Dalam pertemuan yang digelar di Gedung H Lantai 16 Kemendagri, rombongan pansus yang diwakili oleh anggota Muhammad Husni Fahruddin dan Damayanti diterima langsung oleh Analis Kebijakan Ahli Madya Wilayah III, Yasoaro Zai. Hadir pula sejumlah tenaga pakar dan staf pendukung dari pansus.
Anggota Pansus, Muhammad Husni Fahruddin atau akrab disapa Ayub menjelaskan bahwa rekomendasi DPRD atas LKPj bukan sekadar formalitas, melainkan instrumen penting untuk mengevaluasi kinerja organisasi perangkat daerah (OPD). Terlebih, dalam konteks Kalimantan Timur, rekomendasi harus disusun dengan mempertimbangkan masa transisi kepemimpinan kepala daerah.
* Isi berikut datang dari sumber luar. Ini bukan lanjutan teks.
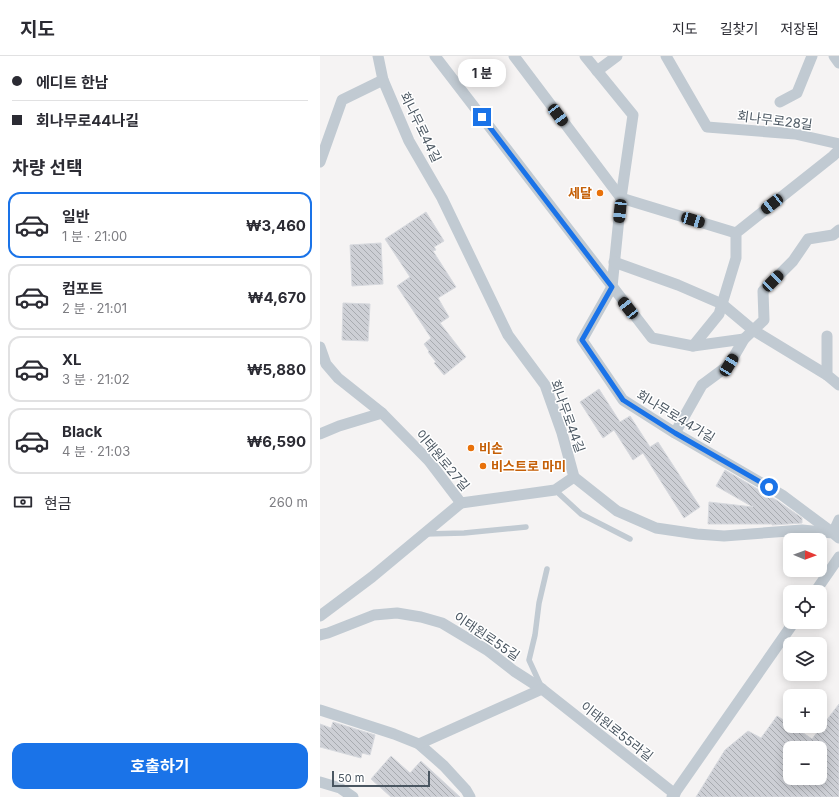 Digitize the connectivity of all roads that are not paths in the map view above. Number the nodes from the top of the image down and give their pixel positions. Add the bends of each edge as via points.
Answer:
1 (378, 56) edge
2 (436, 56) edge
3 (514, 56) edge
4 (585, 56) edge
5 (617, 56) edge
6 (666, 56) edge
7 (812, 56) edge
8 (834, 56) edge
9 (839, 63) edge
10 (596, 71) junction
11 (383, 80) junction
12 (780, 102) dead end
13 (839, 144) edge
14 (837, 155) edge
15 (320, 162) edge
16 (621, 198) junction
17 (839, 230) edge
18 (736, 233) junction
19 (614, 262) junction
20 (612, 287) junction
21 (722, 304) junction
22 (753, 330) junction
23 (827, 336) dead end
24 (744, 339) junction
25 (693, 346) junction
26 (320, 347) edge
27 (827, 375) junction
28 (839, 385) edge
29 (382, 413) junction
30 (675, 433) junction
31 (320, 434) edge
32 (574, 477) junction
33 (555, 490) junction
34 (461, 503) junction
35 (839, 520) edge
36 (526, 527) dead end
37 (423, 534) junction
38 (836, 536) edge
39 (630, 539) dead end
40 (839, 557) edge
41 (547, 569) dead end
42 (820, 585) edge
43 (320, 616) edge
44 (789, 629) edge
45 (320, 634) edge
46 (542, 689) junction
47 (320, 710) edge
48 (419, 744) junction
49 (320, 782) edge
50 (673, 795) edge
51 (353, 797) edge
52 (470, 797) edge

1 - 11 street, 회나무로44길
2 - 20 street
3 - 16 street
4 - 10 street, 회나무로44가길
5 - 10 street
6 - 13 street, 회나무로28길 via 707,127 795,134
7 - 12 street, 회나무로28길 via 797,93
8 - 9 street
10 - 16 street, 회나무로44가길 via 632,115
11 - 15 street via 342,100
11 - 32 street, 회나무로44길 via 409,141 442,198 508,335 544,385 562,433
14 - 18 street
16 - 18 street
16 - 19 street, 회나무로44가길
17 - 22 street via 833,235 808,239 793,261 763,291 764,320
18 - 21 street via 736,258
19 - 20 street, 회나무로44가길
19 - 21 street
20 - 25 street via 652,338
20 - 30 street, 회나무로44가길 via 582,340 623,400
21 - 22 street
21 - 25 street via 719,314
22 - 24 street
22 - 27 street
23 - 27 street
24 - 25 street
24 - 30 street via 729,365 702,385
26 - 29 street, 이태원로27길 via 326,364 338,378
27 - 28 street
29 - 31 street
29 - 34 street, 이태원로27길 via 429,461
30 - 38 street, 회나무로44가길 via 782,495
32 - 33 street, 이태원로27길
32 - 38 street via 617,511 656,528 724,536 802,530
33 - 34 street, 이태원로27길
33 - 39 lane via 581,514
34 - 37 street
35 - 38 street
36 - 37 lane
37 - 43 street
40 - 42 street
41 - 46 lane, 이태원로55라길 via 529,660
44 - 50 street
45 - 46 street, 이태원로55길 via 374,615 421,617 442,623 488,650
46 - 48 street
46 - 50 street, 이태원로55라길
47 - 48 street
48 - 52 street via 444,766
49 - 51 street via 340,788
“Pansus punya peran strategis untuk memastikan transisi dari RPJMD sebelumnya ke arah visi dan misi Gubernur baru berjalan harmonis. Kami juga ingin setiap rekomendasi yang diberikan benar-benar direspon, bukan hanya dibaca lalu diabaikan,” ujar Ayub.
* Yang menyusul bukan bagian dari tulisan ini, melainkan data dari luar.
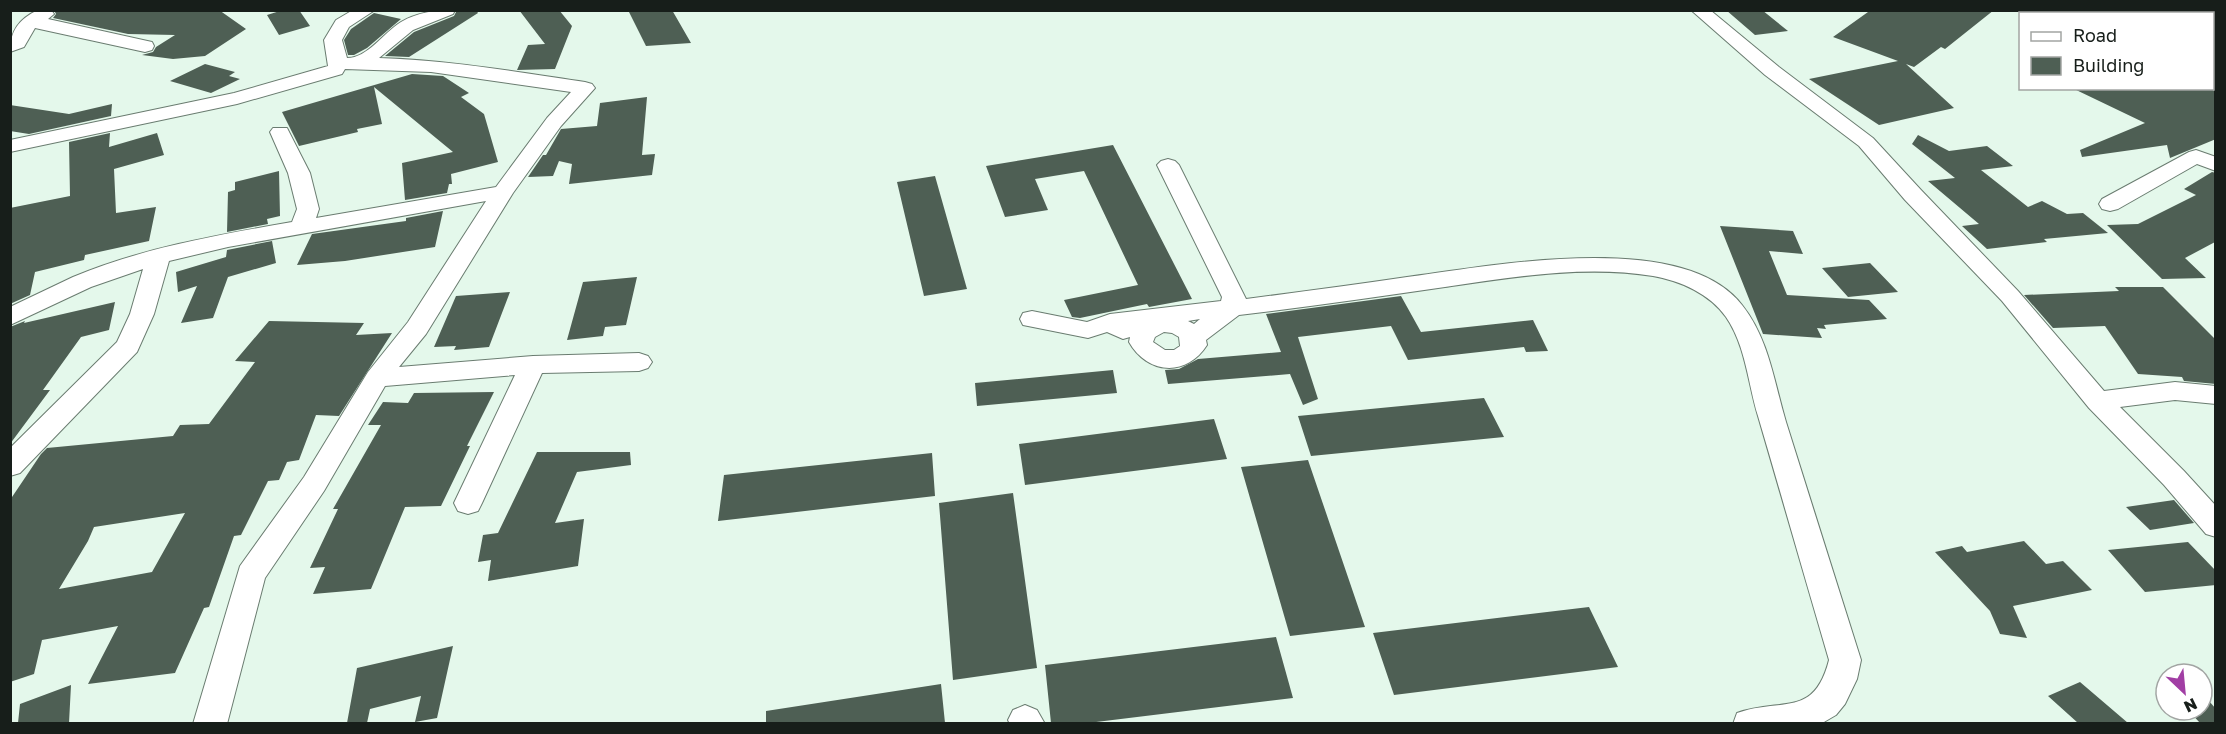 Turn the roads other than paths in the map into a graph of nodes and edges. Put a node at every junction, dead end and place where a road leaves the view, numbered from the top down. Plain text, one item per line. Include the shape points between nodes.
1 (53, 10) edge
2 (367, 10) edge
3 (447, 10) edge
4 (1700, 10) edge
5 (30, 21) junction
6 (145, 46) dead end
7 (10, 47) edge
8 (351, 63) junction
9 (280, 132) dead end
10 (10, 146) edge
11 (1168, 165) dead end
12 (2216, 165) edge
13 (503, 192) junction
14 (2110, 204) dead end
15 (301, 227) junction
16 (159, 256) junction
17 (1232, 308) junction
18 (10, 317) edge
19 (1032, 319) dead end
20 (1110, 322) junction
21 (639, 362) dead end
22 (533, 365) junction
23 (377, 378) junction
24 (2216, 395) edge
25 (2098, 401) junction
26 (10, 466) edge
27 (468, 503) dead end
28 (2216, 526) edge
29 (210, 723) edge
30 (1749, 723) edge

1 - 5 street
2 - 8 street via 342,24 333,40
3 - 8 street via 407,26
4 - 25 street via 1866,142 2010,296
5 - 6 street
5 - 7 street via 18,43
8 - 10 street via 237,98
8 - 13 street via 455,70 585,88 554,122
9 - 15 street via 299,173 308,209
11 - 17 street via 1234,297
12 - 14 street via 2196,156
13 - 15 street
13 - 23 street via 417,328
15 - 16 street
16 - 18 street via 83,282
16 - 26 street via 128,346
17 - 20 street
17 - 20 street via 1193,337 1182,327 1164,324 1148,330 1141,342
17 - 30 street via 1522,270 1605,264 1688,278 1729,303 1759,365 1845,660 1842,682 1821,708 1801,718
19 - 20 street via 1088,330
21 - 22 street
22 - 23 street
22 - 27 street
23 - 29 street via 314,484 251,575
24 - 25 street via 2175,391
25 - 28 street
Ditegaskan oleh Kemendagri, jika terdapat rekomendasi LKPj sebelumnya yang tidak dilaksanakan dan ditemukan pengulangan kesalahan, maka Gubernur berwenang memberikan sanksi tegas kepada OPD yang bersangkutan. Bahkan, kepala OPD yang tidak menindaklanjuti rekomendasi DPRD dapat dievaluasi dan diganti.
“Jadi bukan sekadar menulis laporan, kami ingin ada efek korektif. Kalau kepala dinas tidak melaksanakan rekomendasi yang sama dari tahun ke tahun, itu artinya tidak ada perbaikan. Maka wajar jika dievaluasi bahkan diganti,” tambahnya.
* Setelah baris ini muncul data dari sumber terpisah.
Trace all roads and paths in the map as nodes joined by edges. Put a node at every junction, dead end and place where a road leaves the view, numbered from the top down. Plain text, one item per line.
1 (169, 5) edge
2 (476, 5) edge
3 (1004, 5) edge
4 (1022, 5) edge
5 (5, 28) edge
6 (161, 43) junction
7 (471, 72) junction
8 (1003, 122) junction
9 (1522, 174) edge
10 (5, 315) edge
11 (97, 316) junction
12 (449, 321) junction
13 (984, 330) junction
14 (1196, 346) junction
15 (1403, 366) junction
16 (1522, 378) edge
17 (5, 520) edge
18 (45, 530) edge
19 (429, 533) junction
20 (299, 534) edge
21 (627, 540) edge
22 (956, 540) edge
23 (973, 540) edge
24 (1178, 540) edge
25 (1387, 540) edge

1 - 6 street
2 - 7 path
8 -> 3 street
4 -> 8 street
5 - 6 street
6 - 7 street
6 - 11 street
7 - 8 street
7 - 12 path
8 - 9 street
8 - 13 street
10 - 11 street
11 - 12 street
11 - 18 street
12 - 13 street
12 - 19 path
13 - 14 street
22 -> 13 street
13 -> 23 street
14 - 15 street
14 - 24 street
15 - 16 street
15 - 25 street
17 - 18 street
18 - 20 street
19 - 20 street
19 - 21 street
Konsultasi ini juga menegaskan bahwa dalam masa transisi pemerintahan daerah, pansus tetap dapat memberikan saran agar pembangunan sebelumnya bisa disinergikan dengan program baru dari kepala daerah terpilih. Fleksibilitas dalam meramu program lama dan baru tetap dimungkinkan selama tidak keluar dari koridor hukum dan arah RPJMD yang telah disepakati.
Langkah konsultasi ini dinilai penting agar rekomendasi yang dihasilkan Pansus DPRD Kaltim atas LKPj Gubernur 2024 tidak hanya normatif, tetapi benar-benar memberikan arah perbaikan yang konkret bagi pemerintahan daerah di masa mendatang.